TASK BRIEF: Keep every line in which "highway" occurs and drop the rest of the data.

INPUT DATA:
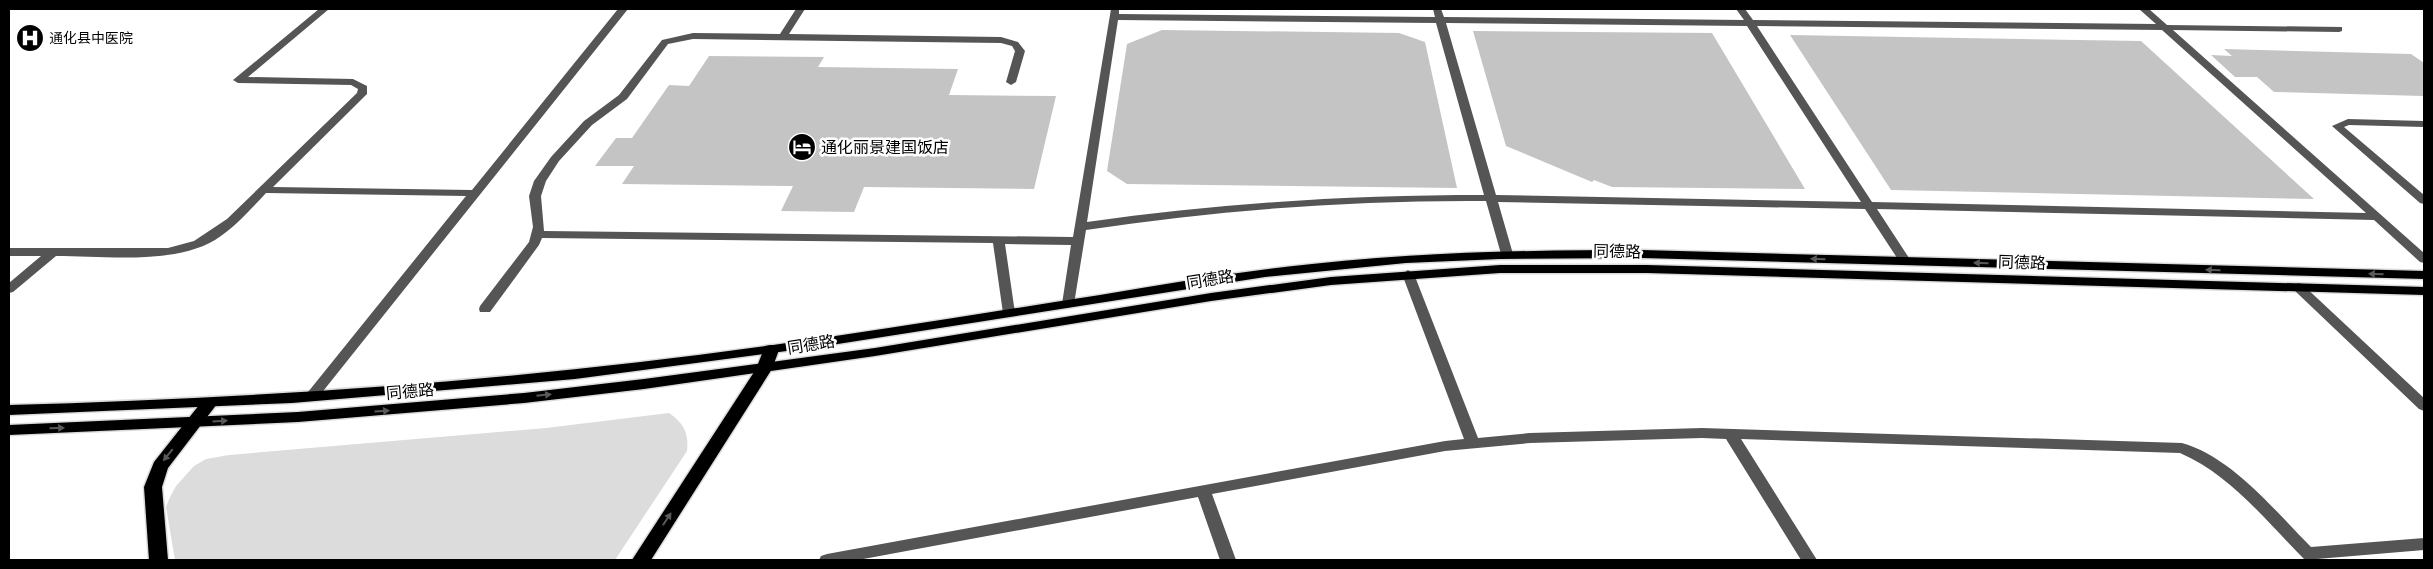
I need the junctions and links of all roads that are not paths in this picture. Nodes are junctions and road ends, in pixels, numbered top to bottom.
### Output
1 (324, 9) edge
2 (623, 9) edge
3 (800, 9) edge
4 (1437, 9) edge
5 (1741, 9) edge
6 (2144, 9) edge
7 (1114, 13) edge
8 (1440, 20) junction
9 (1750, 23) junction
10 (2164, 27) junction
11 (2339, 29) dead end
12 (783, 37) junction
13 (1011, 82) dead end
14 (2424, 124) edge
15 (263, 190) junction
16 (475, 193) junction
17 (1490, 197) junction
18 (2424, 201) edge
19 (1869, 205) junction
20 (2377, 217) junction
21 (1080, 227) junction
22 (538, 234) junction
23 (998, 240) junction
24 (1078, 241) junction
25 (9, 252) edge
26 (52, 252) junction
27 (1507, 254) junction
28 (2424, 259) edge
29 (1905, 261) junction
30 (1408, 274) junction
31 (2424, 275) edge
32 (2298, 287) junction
33 (9, 289) edge
34 (2424, 291) edge
35 (1068, 304) junction
36 (485, 309) dead end
37 (1008, 313) junction
38 (771, 350) junction
39 (764, 368) junction
40 (311, 398) junction
41 (2423, 402) edge
42 (209, 404) junction
43 (9, 410) edge
44 (194, 423) junction
45 (9, 430) edge
46 (1730, 434) junction
47 (1473, 443) junction
48 (1203, 490) junction
49 (2424, 544) edge
50 (2312, 557) edge
51 (158, 560) edge
52 (640, 560) edge
53 (827, 560) edge
54 (1228, 560) edge
55 (1809, 560) edge

1 - 15 street
2 - 16 street
3 - 12 street
4 - 8 street
5 - 9 street
6 - 10 street
7 - 8 street
7 - 21 street
8 - 9 street
8 - 17 street
9 - 10 street
9 - 19 street
10 - 11 street
10 - 20 street
12 - 13 street
12 - 22 street
14 - 18 street
15 - 16 street
15 - 26 street
16 - 40 street
17 - 19 street
17 - 21 street
17 - 27 street
19 - 20 street
19 - 29 street
20 - 28 street
21 - 24 street
22 - 23 street
22 - 36 street
23 - 24 street
23 - 37 street
24 - 35 street
25 - 26 street
26 - 33 street
29 -> 27 main road, 同德路
27 - 35 main road, 同德路
31 -> 29 main road, 同德路
30 - 32 main road, 同德路
30 - 39 main road, 同德路
30 - 47 street
32 - 34 main road, 同德路
32 - 41 street
35 - 37 main road, 同德路
37 - 38 main road, 同德路
38 - 39 highway
38 - 40 main road, 同德路
44 -> 39 main road, 同德路
52 -> 39 highway
40 - 42 main road, 同德路
42 - 43 main road, 同德路
42 - 44 highway
45 -> 44 main road, 同德路
44 -> 51 highway
46 - 47 street
46 - 50 street
46 - 55 street
47 - 48 street
48 - 53 street
48 - 54 street
49 - 50 street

WORKED SOLUTION:
38 - 39 highway
52 -> 39 highway
42 - 44 highway
44 -> 51 highway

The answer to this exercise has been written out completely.